Material to process: Begin
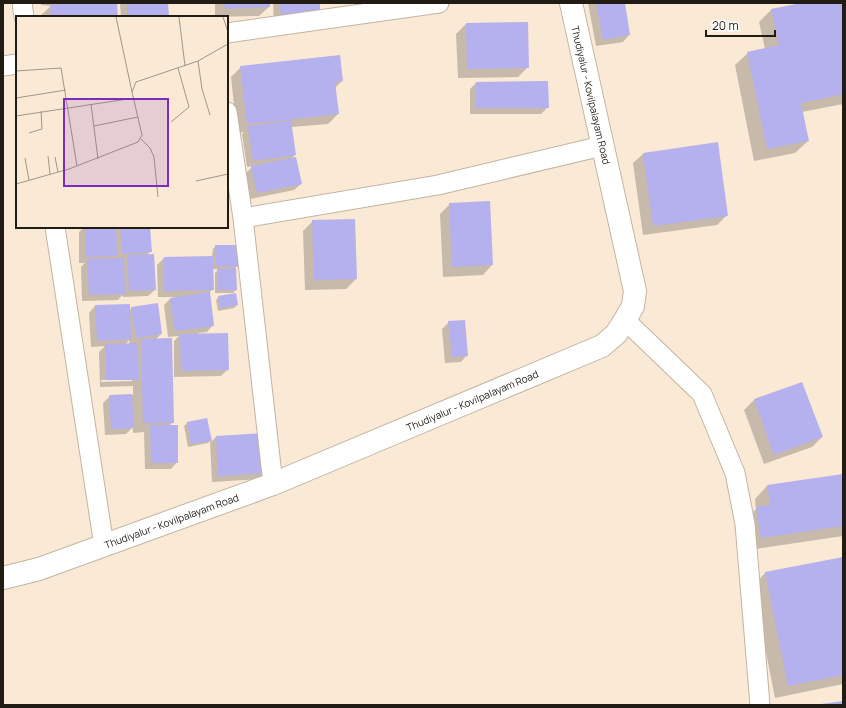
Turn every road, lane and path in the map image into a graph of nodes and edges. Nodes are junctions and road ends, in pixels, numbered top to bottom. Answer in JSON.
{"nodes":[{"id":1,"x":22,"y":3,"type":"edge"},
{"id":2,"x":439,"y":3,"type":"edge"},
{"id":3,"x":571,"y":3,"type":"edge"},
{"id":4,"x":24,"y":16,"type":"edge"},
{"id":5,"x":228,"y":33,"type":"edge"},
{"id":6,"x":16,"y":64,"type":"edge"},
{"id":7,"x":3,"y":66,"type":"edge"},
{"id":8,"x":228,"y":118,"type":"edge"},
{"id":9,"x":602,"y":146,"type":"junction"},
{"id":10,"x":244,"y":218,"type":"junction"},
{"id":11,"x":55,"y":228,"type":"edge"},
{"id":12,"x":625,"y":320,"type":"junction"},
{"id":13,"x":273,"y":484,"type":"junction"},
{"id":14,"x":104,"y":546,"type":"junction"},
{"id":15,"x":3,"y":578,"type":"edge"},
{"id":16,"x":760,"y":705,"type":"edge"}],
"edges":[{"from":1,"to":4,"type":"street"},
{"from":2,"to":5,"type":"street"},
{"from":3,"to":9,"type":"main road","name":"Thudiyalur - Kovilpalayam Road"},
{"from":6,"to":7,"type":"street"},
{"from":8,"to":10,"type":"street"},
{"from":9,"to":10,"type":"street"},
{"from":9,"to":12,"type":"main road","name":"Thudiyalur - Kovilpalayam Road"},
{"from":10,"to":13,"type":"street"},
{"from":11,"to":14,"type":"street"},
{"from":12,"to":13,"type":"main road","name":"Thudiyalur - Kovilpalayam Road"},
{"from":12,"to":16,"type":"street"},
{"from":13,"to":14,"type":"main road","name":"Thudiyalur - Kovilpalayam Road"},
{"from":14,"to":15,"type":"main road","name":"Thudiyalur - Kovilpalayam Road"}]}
Material to process: End
* [Task statement]: Restate the data word for word while omitting each picture.

* [Task answer]:
Turn every road, lane and path in the map image into a graph of nodes and edges. Nodes are junctions and road ends, in pixels, numbered top to bottom. Answer in JSON.
{"nodes":[{"id":1,"x":22,"y":3,"type":"edge"},
{"id":2,"x":439,"y":3,"type":"edge"},
{"id":3,"x":571,"y":3,"type":"edge"},
{"id":4,"x":24,"y":16,"type":"edge"},
{"id":5,"x":228,"y":33,"type":"edge"},
{"id":6,"x":16,"y":64,"type":"edge"},
{"id":7,"x":3,"y":66,"type":"edge"},
{"id":8,"x":228,"y":118,"type":"edge"},
{"id":9,"x":602,"y":146,"type":"junction"},
{"id":10,"x":244,"y":218,"type":"junction"},
{"id":11,"x":55,"y":228,"type":"edge"},
{"id":12,"x":625,"y":320,"type":"junction"},
{"id":13,"x":273,"y":484,"type":"junction"},
{"id":14,"x":104,"y":546,"type":"junction"},
{"id":15,"x":3,"y":578,"type":"edge"},
{"id":16,"x":760,"y":705,"type":"edge"}],
"edges":[{"from":1,"to":4,"type":"street"},
{"from":2,"to":5,"type":"street"},
{"from":3,"to":9,"type":"main road","name":"Thudiyalur - Kovilpalayam Road"},
{"from":6,"to":7,"type":"street"},
{"from":8,"to":10,"type":"street"},
{"from":9,"to":10,"type":"street"},
{"from":9,"to":12,"type":"main road","name":"Thudiyalur - Kovilpalayam Road"},
{"from":10,"to":13,"type":"street"},
{"from":11,"to":14,"type":"street"},
{"from":12,"to":13,"type":"main road","name":"Thudiyalur - Kovilpalayam Road"},
{"from":12,"to":16,"type":"street"},
{"from":13,"to":14,"type":"main road","name":"Thudiyalur - Kovilpalayam Road"},
{"from":14,"to":15,"type":"main road","name":"Thudiyalur - Kovilpalayam Road"}]}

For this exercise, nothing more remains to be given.